# PROBLEM TO WORK ON:
Copy out each line below that has the word "Campbell" in it.

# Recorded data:
┏━━
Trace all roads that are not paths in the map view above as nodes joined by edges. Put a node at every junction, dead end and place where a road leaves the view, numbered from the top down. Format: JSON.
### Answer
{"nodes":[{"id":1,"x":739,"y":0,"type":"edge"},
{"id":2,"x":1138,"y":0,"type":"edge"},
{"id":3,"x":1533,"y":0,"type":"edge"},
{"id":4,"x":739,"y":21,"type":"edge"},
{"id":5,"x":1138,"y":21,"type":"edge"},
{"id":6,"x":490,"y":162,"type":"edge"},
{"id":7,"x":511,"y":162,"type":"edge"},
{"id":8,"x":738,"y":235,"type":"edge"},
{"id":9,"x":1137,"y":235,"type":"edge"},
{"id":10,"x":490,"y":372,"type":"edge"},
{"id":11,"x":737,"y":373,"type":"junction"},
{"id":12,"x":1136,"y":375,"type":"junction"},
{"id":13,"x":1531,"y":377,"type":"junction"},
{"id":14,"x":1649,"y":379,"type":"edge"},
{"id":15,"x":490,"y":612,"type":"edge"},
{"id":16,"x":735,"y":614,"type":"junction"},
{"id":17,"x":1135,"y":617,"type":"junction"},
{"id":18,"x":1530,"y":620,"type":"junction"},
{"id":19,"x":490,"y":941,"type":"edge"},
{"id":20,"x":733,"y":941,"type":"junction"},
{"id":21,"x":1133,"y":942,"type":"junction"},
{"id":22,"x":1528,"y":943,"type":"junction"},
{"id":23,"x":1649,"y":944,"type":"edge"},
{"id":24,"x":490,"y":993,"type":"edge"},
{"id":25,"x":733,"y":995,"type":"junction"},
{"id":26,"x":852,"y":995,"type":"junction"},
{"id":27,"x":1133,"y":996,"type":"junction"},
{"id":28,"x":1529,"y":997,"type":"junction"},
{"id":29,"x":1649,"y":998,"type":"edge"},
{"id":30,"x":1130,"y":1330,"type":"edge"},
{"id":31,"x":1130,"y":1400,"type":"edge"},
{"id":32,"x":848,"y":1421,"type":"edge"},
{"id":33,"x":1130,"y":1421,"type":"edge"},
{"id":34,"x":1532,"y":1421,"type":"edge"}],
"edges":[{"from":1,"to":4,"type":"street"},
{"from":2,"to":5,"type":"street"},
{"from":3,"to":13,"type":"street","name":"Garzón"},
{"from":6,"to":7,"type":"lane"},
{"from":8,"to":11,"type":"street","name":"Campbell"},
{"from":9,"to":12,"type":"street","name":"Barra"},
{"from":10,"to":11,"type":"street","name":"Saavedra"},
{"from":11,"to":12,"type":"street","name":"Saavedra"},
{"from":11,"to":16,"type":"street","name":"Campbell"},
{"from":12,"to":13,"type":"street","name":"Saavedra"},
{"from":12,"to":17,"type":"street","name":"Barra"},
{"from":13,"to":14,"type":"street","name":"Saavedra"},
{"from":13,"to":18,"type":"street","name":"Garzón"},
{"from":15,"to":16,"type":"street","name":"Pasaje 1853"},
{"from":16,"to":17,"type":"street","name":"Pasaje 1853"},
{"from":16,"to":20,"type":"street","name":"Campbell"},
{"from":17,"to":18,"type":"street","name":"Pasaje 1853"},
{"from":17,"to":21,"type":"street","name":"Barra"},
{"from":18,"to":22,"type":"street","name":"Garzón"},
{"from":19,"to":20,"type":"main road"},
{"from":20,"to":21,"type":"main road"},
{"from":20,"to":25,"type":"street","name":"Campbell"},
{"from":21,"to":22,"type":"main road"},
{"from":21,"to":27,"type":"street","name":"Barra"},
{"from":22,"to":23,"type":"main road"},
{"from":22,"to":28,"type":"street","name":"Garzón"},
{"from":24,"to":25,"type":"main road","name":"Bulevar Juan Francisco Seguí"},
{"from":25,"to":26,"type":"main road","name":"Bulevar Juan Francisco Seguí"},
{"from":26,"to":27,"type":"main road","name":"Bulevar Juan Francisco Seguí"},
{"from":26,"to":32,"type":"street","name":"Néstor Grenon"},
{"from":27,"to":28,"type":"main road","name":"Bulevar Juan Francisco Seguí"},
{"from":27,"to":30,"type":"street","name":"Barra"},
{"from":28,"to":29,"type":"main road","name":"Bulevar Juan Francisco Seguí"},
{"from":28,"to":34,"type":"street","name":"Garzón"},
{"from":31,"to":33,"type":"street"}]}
┗━━
# EXERCISE SOLUTION:
{"from":8,"to":11,"type":"street","name":"Campbell"},
{"from":11,"to":16,"type":"street","name":"Campbell"},
{"from":16,"to":20,"type":"street","name":"Campbell"},
{"from":20,"to":25,"type":"street","name":"Campbell"},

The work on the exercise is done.